● **What you will do**: Could you return every line of the material that contains the word "Baldwin"?
Start of Dataset
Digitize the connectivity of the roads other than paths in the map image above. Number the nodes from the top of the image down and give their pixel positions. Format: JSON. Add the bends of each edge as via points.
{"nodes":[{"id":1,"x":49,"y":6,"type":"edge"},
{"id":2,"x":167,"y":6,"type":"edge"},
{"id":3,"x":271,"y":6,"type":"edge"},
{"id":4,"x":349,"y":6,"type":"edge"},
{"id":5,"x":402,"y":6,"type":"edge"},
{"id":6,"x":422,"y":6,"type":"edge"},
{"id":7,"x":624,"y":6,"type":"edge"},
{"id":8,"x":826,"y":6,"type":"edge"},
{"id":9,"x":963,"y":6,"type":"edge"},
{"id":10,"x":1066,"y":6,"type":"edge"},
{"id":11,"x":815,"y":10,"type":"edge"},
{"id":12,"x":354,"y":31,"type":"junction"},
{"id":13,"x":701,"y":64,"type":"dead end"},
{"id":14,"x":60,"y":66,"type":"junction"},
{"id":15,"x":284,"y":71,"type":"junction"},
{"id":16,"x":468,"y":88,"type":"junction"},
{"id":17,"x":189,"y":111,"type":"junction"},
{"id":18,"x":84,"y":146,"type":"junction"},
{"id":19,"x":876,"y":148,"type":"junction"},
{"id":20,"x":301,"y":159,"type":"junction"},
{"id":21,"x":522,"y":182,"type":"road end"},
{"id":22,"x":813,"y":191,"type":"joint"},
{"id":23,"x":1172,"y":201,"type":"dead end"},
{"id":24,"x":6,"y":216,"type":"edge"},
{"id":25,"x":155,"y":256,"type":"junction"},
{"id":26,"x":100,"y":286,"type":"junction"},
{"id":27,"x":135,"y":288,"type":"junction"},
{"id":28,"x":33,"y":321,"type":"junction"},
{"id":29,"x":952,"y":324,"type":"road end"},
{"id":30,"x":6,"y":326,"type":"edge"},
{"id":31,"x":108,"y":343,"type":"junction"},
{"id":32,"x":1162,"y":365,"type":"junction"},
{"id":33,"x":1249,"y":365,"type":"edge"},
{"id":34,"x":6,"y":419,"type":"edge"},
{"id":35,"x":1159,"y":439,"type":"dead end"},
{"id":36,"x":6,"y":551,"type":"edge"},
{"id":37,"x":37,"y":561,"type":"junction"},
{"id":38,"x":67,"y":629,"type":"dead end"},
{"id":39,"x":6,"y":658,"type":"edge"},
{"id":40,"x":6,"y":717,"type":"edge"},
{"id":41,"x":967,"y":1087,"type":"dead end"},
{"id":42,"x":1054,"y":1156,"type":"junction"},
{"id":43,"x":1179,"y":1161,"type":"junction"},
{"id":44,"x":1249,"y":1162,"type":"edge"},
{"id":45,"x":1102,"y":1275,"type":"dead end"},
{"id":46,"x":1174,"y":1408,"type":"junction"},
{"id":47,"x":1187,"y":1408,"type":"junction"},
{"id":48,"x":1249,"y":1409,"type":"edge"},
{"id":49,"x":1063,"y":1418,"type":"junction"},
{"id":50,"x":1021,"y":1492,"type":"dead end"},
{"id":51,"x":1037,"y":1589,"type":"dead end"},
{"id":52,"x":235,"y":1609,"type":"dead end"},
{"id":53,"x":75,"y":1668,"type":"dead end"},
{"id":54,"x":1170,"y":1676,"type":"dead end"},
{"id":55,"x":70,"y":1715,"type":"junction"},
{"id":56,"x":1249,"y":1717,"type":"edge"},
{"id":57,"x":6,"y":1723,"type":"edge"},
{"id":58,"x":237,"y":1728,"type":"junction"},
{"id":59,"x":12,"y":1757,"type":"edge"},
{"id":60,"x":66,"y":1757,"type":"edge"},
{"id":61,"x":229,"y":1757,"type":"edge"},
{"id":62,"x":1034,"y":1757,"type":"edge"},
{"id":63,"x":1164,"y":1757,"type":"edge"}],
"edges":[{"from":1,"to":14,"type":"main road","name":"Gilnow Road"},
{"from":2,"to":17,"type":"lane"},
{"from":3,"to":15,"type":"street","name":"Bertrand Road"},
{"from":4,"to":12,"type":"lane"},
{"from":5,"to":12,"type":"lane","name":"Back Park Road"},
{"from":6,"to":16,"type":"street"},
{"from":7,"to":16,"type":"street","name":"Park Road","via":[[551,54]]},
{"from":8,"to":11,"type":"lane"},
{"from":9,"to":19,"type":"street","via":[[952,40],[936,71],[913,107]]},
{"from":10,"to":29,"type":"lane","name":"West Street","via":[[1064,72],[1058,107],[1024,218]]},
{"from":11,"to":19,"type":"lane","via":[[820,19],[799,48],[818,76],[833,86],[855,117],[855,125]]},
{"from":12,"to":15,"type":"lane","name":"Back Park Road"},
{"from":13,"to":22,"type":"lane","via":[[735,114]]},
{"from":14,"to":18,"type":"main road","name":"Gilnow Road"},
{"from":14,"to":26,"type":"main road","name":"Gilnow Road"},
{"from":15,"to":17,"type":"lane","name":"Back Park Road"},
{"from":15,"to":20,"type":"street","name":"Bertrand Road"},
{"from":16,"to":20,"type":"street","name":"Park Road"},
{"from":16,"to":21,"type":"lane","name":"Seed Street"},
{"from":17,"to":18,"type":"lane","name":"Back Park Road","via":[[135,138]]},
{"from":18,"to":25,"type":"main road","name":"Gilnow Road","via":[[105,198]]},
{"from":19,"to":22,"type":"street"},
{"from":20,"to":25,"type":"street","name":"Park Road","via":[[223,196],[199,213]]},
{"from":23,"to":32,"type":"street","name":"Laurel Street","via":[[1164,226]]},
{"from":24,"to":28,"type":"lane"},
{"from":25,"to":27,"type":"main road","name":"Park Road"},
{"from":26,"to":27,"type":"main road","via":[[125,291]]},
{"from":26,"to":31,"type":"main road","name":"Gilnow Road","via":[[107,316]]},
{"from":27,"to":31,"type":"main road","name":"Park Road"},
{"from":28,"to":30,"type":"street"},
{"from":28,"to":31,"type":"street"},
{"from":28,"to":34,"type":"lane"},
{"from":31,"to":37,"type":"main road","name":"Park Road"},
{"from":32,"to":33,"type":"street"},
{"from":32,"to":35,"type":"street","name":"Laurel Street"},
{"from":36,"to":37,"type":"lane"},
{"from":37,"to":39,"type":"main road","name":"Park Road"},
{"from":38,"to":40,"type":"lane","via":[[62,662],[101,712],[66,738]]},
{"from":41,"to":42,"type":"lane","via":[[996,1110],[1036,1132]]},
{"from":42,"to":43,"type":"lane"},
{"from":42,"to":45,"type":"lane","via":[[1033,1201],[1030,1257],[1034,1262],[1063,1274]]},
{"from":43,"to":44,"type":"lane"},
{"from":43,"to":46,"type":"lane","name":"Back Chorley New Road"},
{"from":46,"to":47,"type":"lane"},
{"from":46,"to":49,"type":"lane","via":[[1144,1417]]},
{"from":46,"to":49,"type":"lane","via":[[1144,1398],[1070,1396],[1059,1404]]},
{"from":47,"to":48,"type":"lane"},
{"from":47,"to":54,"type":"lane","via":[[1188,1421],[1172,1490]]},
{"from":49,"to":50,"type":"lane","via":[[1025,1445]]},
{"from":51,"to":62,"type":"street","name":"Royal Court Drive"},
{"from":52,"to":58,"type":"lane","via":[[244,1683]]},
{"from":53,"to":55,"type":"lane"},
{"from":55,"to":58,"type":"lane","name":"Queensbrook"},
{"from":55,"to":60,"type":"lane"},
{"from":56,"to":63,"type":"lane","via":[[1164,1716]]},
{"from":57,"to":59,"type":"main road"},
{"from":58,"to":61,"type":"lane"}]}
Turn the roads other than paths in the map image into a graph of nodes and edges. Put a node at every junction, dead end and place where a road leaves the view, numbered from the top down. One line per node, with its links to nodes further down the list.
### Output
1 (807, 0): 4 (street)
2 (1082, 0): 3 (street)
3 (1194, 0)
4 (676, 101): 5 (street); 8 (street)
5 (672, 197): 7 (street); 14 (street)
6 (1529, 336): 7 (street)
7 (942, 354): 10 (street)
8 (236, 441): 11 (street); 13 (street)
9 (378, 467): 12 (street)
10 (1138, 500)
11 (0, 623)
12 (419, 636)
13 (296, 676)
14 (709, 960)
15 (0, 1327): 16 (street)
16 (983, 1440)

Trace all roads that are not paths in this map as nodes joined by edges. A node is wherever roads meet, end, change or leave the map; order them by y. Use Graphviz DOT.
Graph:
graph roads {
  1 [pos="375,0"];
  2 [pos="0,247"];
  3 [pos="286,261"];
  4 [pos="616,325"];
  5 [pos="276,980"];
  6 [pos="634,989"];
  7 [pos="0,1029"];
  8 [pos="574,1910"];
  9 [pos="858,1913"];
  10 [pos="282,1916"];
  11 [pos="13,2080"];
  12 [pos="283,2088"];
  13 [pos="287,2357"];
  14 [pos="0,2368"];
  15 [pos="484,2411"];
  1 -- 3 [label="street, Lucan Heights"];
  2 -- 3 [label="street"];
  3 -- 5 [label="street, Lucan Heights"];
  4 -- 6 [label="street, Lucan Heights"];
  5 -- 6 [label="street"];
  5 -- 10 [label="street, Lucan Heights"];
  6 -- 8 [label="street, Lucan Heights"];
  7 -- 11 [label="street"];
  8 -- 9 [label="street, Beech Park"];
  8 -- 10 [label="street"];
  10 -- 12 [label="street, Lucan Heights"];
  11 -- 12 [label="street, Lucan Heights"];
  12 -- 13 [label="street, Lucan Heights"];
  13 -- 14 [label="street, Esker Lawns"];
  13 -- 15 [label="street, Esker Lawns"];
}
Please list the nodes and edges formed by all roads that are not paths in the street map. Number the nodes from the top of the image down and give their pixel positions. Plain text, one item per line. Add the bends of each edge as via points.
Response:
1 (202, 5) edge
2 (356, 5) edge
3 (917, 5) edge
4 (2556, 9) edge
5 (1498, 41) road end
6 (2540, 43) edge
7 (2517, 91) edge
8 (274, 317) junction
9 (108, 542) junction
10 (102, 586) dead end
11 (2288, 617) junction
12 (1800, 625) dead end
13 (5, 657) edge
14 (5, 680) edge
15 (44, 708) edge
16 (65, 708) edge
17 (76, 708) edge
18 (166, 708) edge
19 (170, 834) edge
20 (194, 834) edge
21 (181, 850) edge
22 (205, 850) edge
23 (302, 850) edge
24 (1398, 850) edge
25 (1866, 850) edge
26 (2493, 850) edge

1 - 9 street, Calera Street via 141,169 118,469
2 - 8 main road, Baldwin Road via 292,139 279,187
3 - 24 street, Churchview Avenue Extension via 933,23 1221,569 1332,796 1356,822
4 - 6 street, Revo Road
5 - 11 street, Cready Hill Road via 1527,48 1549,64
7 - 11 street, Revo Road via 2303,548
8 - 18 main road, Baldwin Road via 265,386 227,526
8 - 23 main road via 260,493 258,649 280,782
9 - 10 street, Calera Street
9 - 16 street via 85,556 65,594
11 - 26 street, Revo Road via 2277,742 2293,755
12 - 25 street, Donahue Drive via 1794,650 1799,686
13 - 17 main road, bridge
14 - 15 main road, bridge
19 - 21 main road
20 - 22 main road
End of Dataset
● **Answer box**:
2 - 8 main road, Baldwin Road via 292,139 279,187
8 - 18 main road, Baldwin Road via 265,386 227,526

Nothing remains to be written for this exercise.